'''
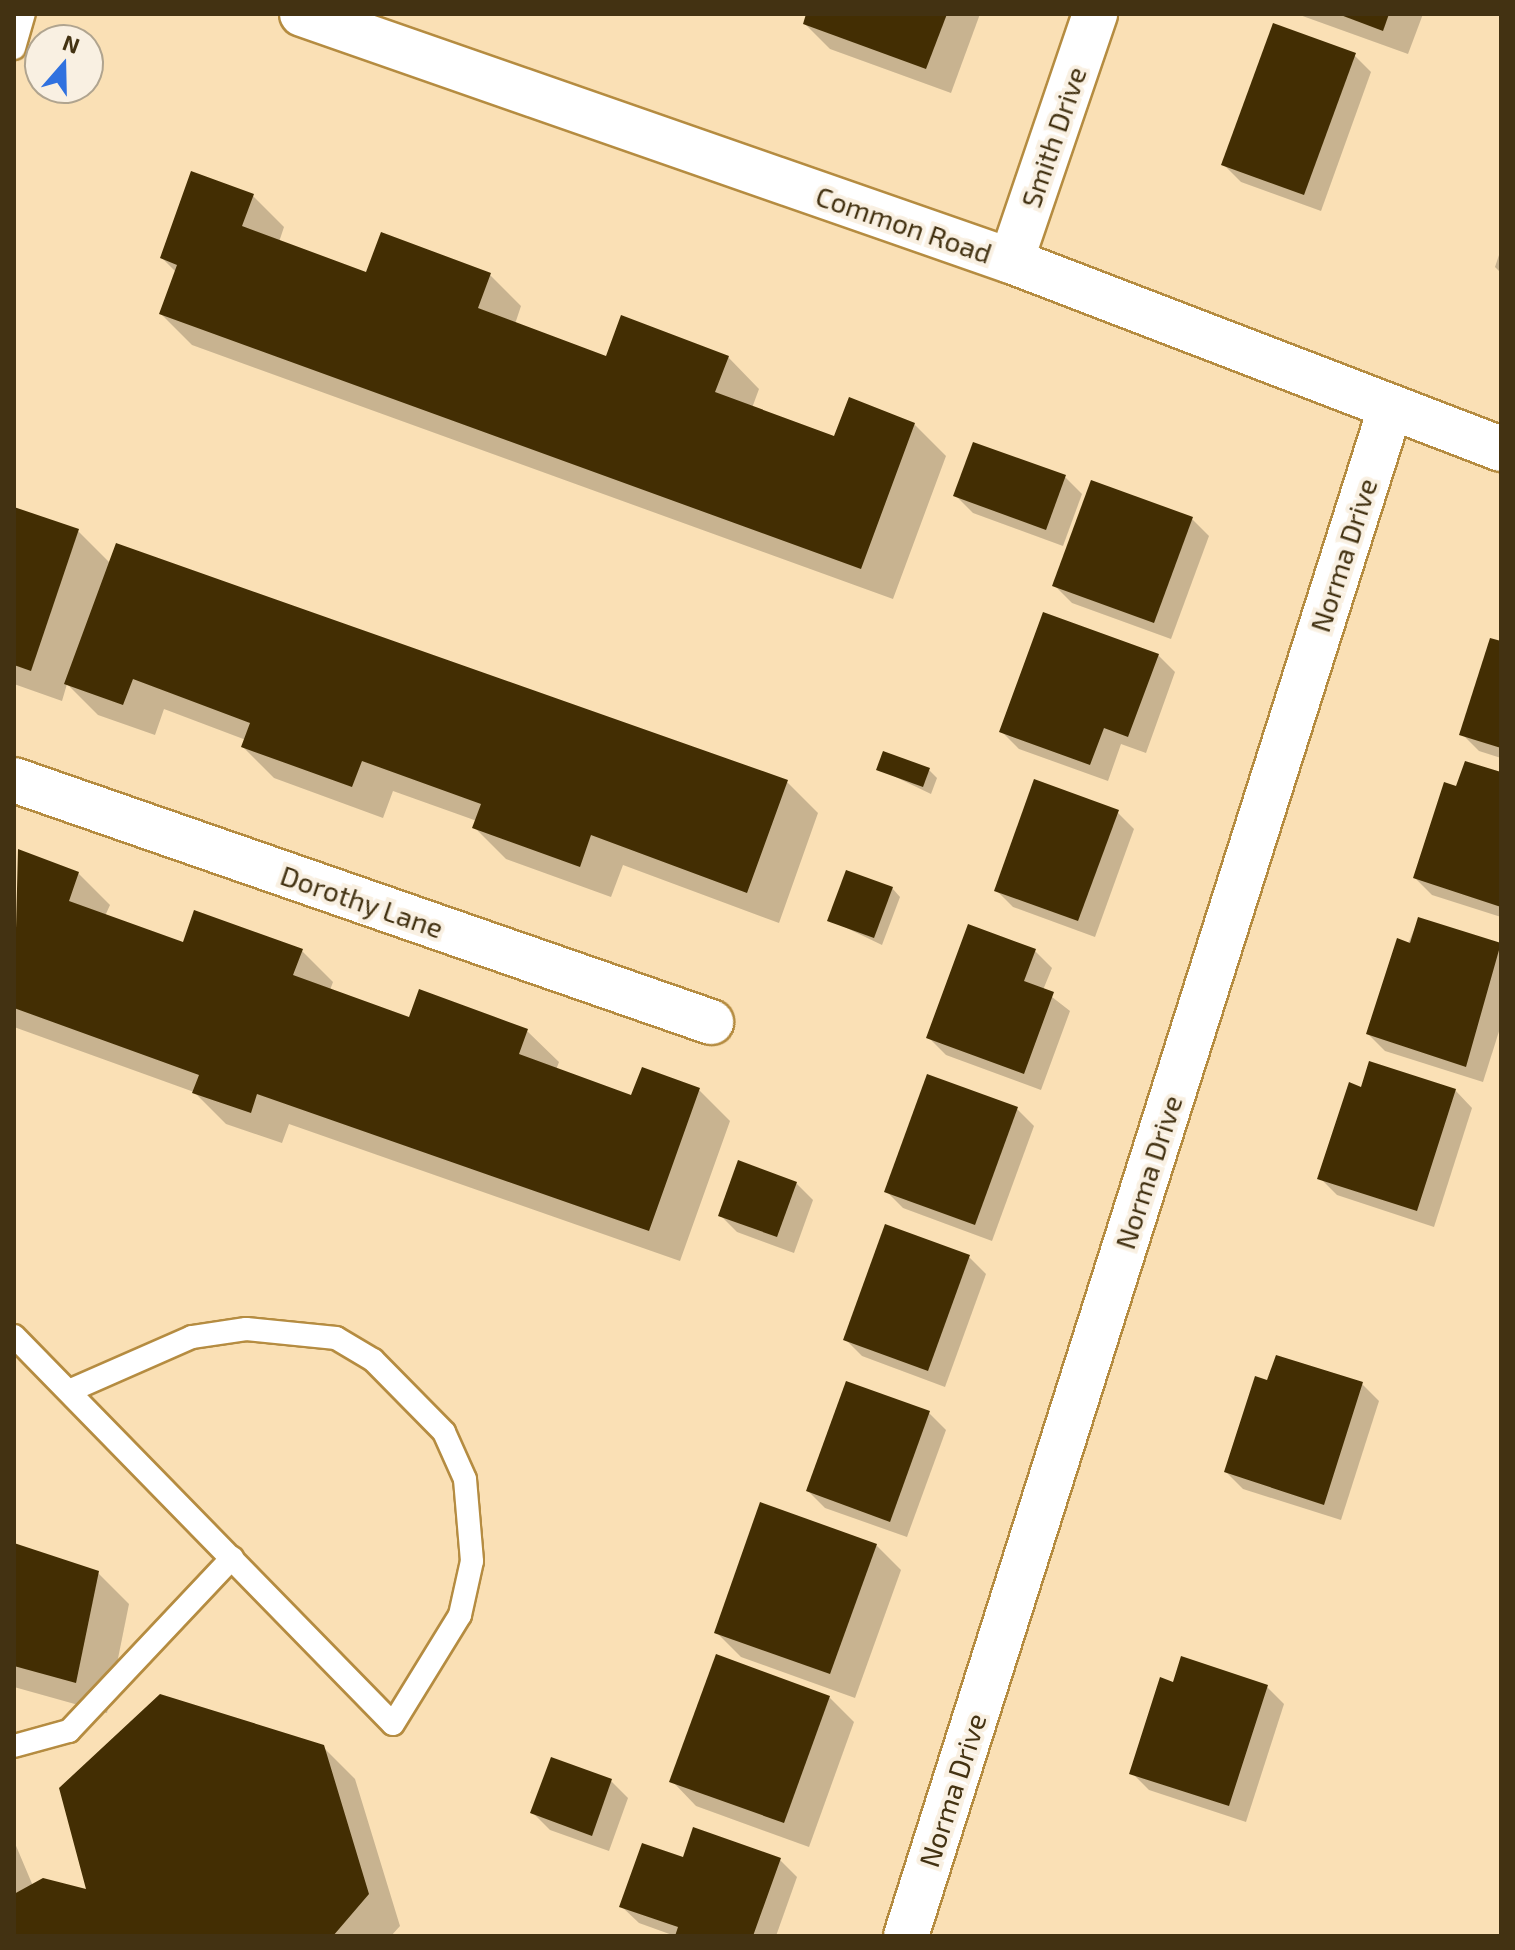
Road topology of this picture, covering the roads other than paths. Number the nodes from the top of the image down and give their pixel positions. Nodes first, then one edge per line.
1 (24, 14) edge
2 (305, 14) edge
3 (1095, 14) edge
4 (14, 48) edge
5 (1011, 261) junction
6 (1390, 409) junction
7 (1501, 449) edge
8 (14, 780) edge
9 (711, 1022) dead end
10 (14, 1336) edge
11 (69, 1391) junction
12 (232, 1558) junction
13 (14, 1746) edge
14 (906, 1936) edge

1 - 4 lane
2 - 5 street, Common Road
3 - 5 street, Smith Drive
5 - 6 street, Common Road
6 - 7 street, Common Road
6 - 14 street, Norma Drive
8 - 9 street, Dorothy Lane
10 - 11 lane
11 - 12 lane
11 - 12 lane
12 - 13 lane

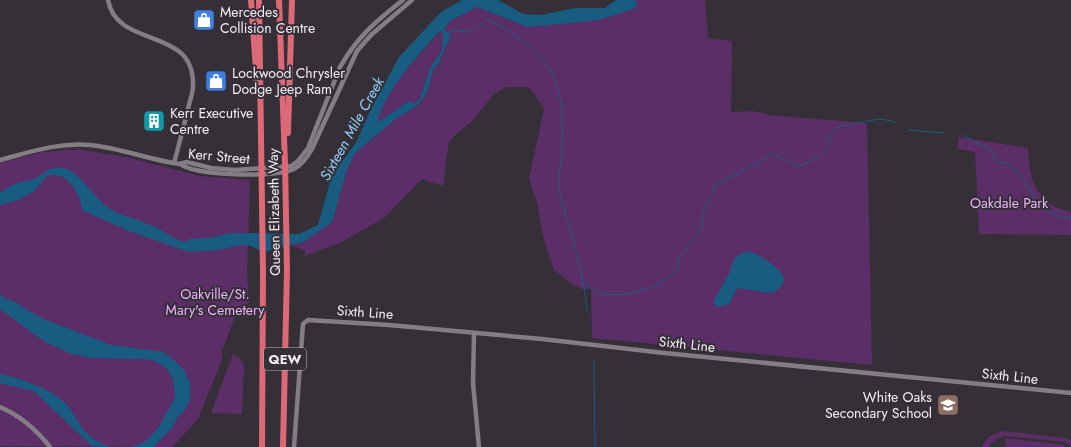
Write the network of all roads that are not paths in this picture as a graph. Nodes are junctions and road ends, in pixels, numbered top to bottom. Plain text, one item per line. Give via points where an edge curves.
1 (108, 0) edge
2 (251, 0) edge
3 (259, 0) edge
4 (279, 0) edge
5 (292, 0) edge
6 (402, 0) edge
7 (412, 0) edge
8 (261, 123) junction
9 (0, 160) edge
10 (174, 163) junction
11 (285, 163) junction
12 (180, 164) junction
13 (474, 333) junction
14 (1071, 393) edge
15 (0, 408) edge
16 (50, 447) edge
17 (262, 447) edge
18 (283, 447) edge
19 (294, 447) edge
20 (479, 447) edge

1 - 10 street via 113,15 125,27 175,47 189,65 193,87
2 - 8 highway
3 - 8 highway, Queen Elizabeth Way / QEW
4 - 11 highway, Queen Elizabeth Way / QEW
5 - 11 highway via 291,73
6 - 12 street, Kerr Street via 369,26 348,54 340,67 308,148 298,161 286,168 248,170 223,170 187,162
7 - 12 street, Kerr Street via 370,35 357,52 312,149 293,170 271,174 223,174 196,170
8 - 17 highway, Queen Elizabeth Way / QEW
9 - 10 street, Kerr Street via 50,147 90,145
10 - 12 street, Kerr Street
11 - 18 highway, Queen Elizabeth Way / QEW via 287,270
13 - 14 street, Sixth Line
13 - 19 street, Sixth Line via 308,320 303,324
13 - 20 street via 473,383
15 - 16 street via 29,424

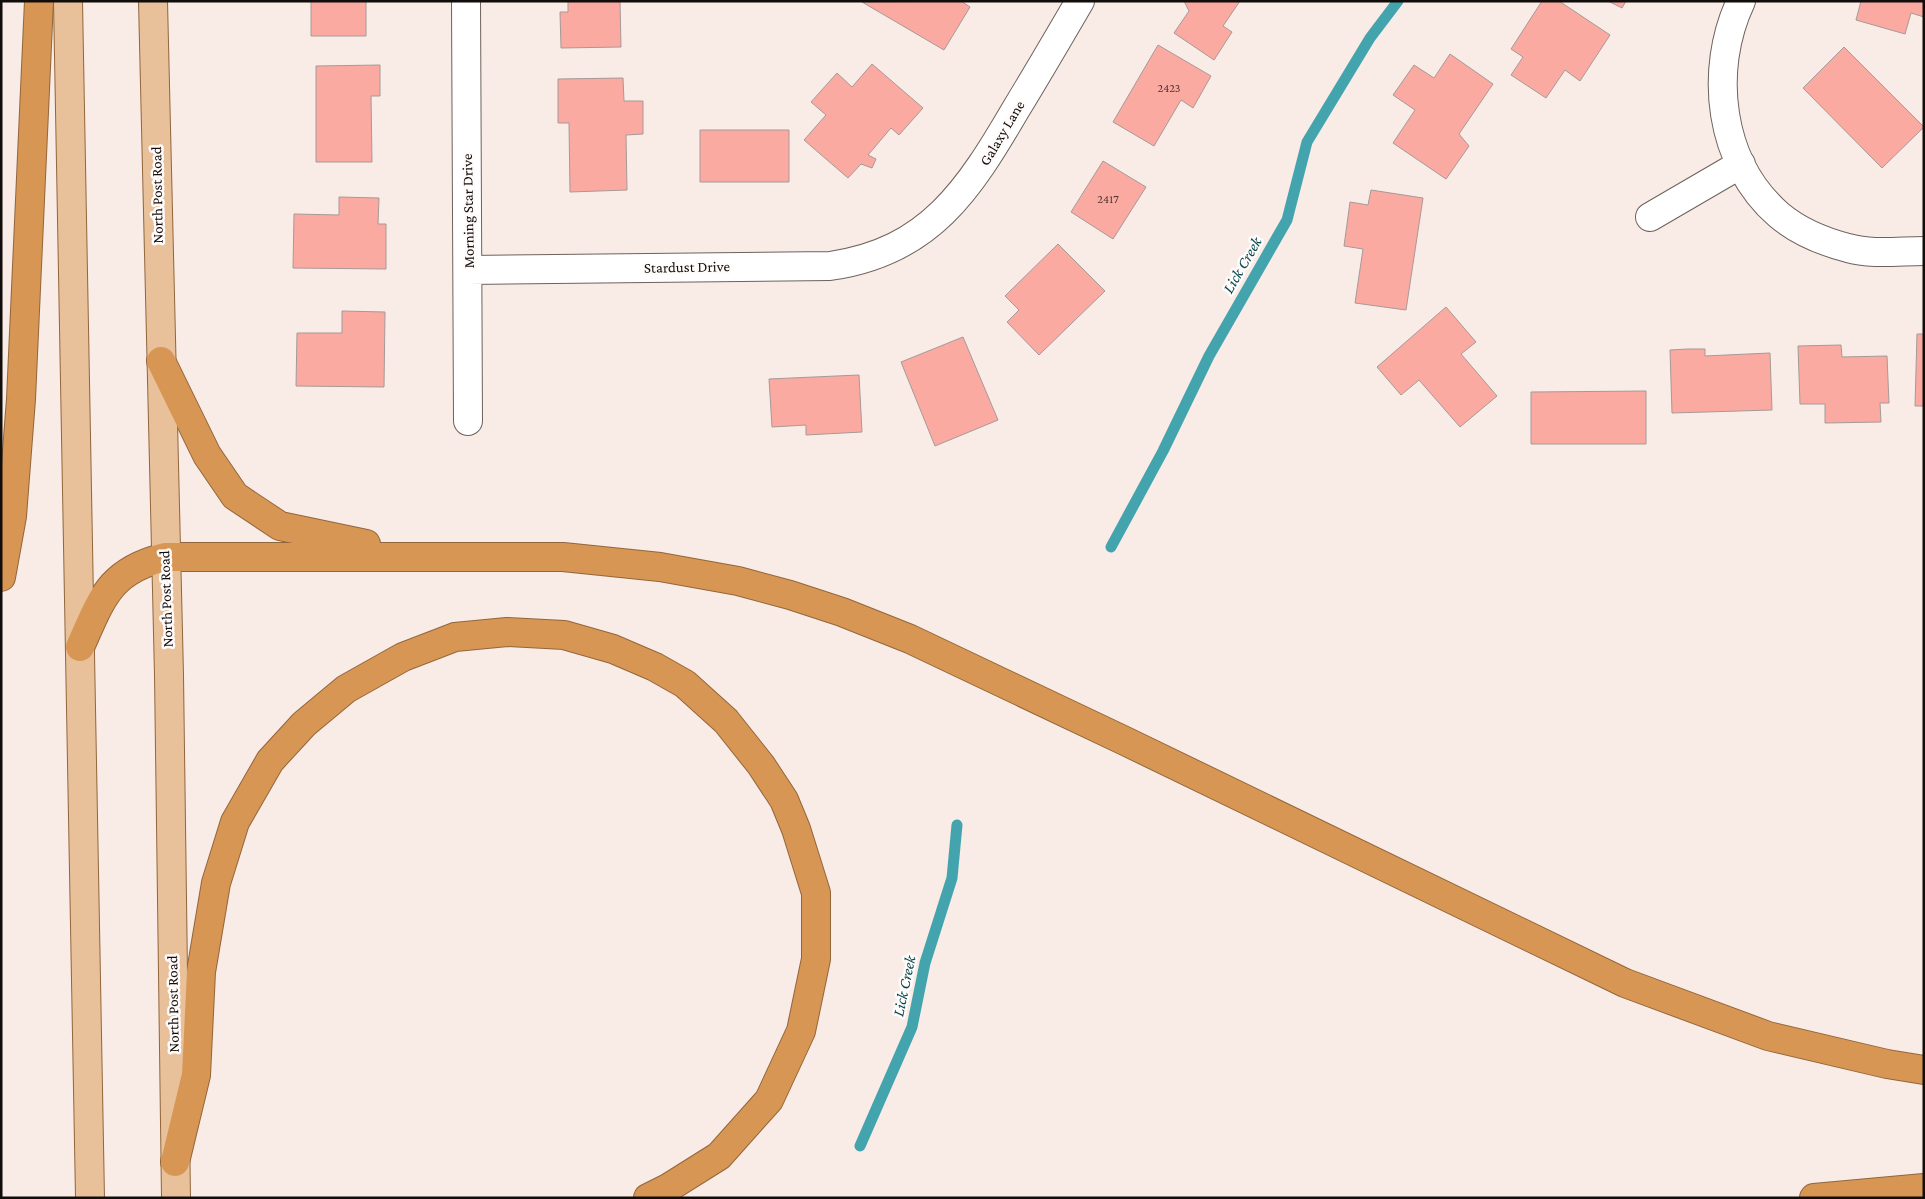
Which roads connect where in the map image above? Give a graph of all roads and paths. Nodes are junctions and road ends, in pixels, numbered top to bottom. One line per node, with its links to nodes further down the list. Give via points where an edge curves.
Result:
1 (39, 1): 16 (highway, via 21,399 12,516)
2 (68, 1): 17 (main road)
3 (153, 1): 12 (main road, North Post Road)
4 (466, 1): 11 (street, Morning Star Drive)
5 (1080, 1): 9 (street, Galaxy Lane, via 976,176 941,215)
6 (1741, 1): 7 (street, via 1732,20 1724,53 1722,85 1725,115)
7 (1741, 164): 8 (street); 10 (street, via 1768,205 1792,225 1810,234 1857,251)
8 (1650, 217)
9 (900, 244): 11 (street, Stardust Drive, via 873,257 830,266)
10 (1924, 251)
11 (469, 270): 13 (street, Morning Star Drive)
12 (161, 361): 14 (highway, via 207,456 235,496 280,526); 15 (main road, North Post Road)
13 (468, 422)
14 (419, 556): 15 (highway); 18 (highway, via 612,560 738,581 818,604 892,631 1625,983 1778,1038)
15 (165, 557): 17 (highway, via 142,563 111,586); 19 (main road, North Post Road)
16 (1, 577)
17 (80, 646): 21 (main road)
18 (1924, 1070)
19 (175, 1162): 22 (main road, North Post Road); 23 (highway, via 196,1075 201,972 216,884 235,822 270,760 304,724 346,689 404,657 455,637 507,632 564,635 655,667 685,684 726,721 784,800 816,893 816,959 801,1031 769,1100 719,1156)
20 (1924, 1188): 24 (highway)
21 (90, 1198)
22 (176, 1198)
23 (648, 1198)
24 (1814, 1198)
'''
• _ABOUT THIS EXERCISE_
From the line that contains "Which roads connect" through the final line of the entries above, every line must be reproduced exactly and nothing more.

• _EXERCISE RESPONSE_
Which roads connect where in the map image above? Give a graph of all roads and paths. Nodes are junctions and road ends, in pixels, numbered top to bottom. One line per node, with its links to nodes further down the list. Give via points where an edge curves.
Result:
1 (39, 1): 16 (highway, via 21,399 12,516)
2 (68, 1): 17 (main road)
3 (153, 1): 12 (main road, North Post Road)
4 (466, 1): 11 (street, Morning Star Drive)
5 (1080, 1): 9 (street, Galaxy Lane, via 976,176 941,215)
6 (1741, 1): 7 (street, via 1732,20 1724,53 1722,85 1725,115)
7 (1741, 164): 8 (street); 10 (street, via 1768,205 1792,225 1810,234 1857,251)
8 (1650, 217)
9 (900, 244): 11 (street, Stardust Drive, via 873,257 830,266)
10 (1924, 251)
11 (469, 270): 13 (street, Morning Star Drive)
12 (161, 361): 14 (highway, via 207,456 235,496 280,526); 15 (main road, North Post Road)
13 (468, 422)
14 (419, 556): 15 (highway); 18 (highway, via 612,560 738,581 818,604 892,631 1625,983 1778,1038)
15 (165, 557): 17 (highway, via 142,563 111,586); 19 (main road, North Post Road)
16 (1, 577)
17 (80, 646): 21 (main road)
18 (1924, 1070)
19 (175, 1162): 22 (main road, North Post Road); 23 (highway, via 196,1075 201,972 216,884 235,822 270,760 304,724 346,689 404,657 455,637 507,632 564,635 655,667 685,684 726,721 784,800 816,893 816,959 801,1031 769,1100 719,1156)
20 (1924, 1188): 24 (highway)
21 (90, 1198)
22 (176, 1198)
23 (648, 1198)
24 (1814, 1198)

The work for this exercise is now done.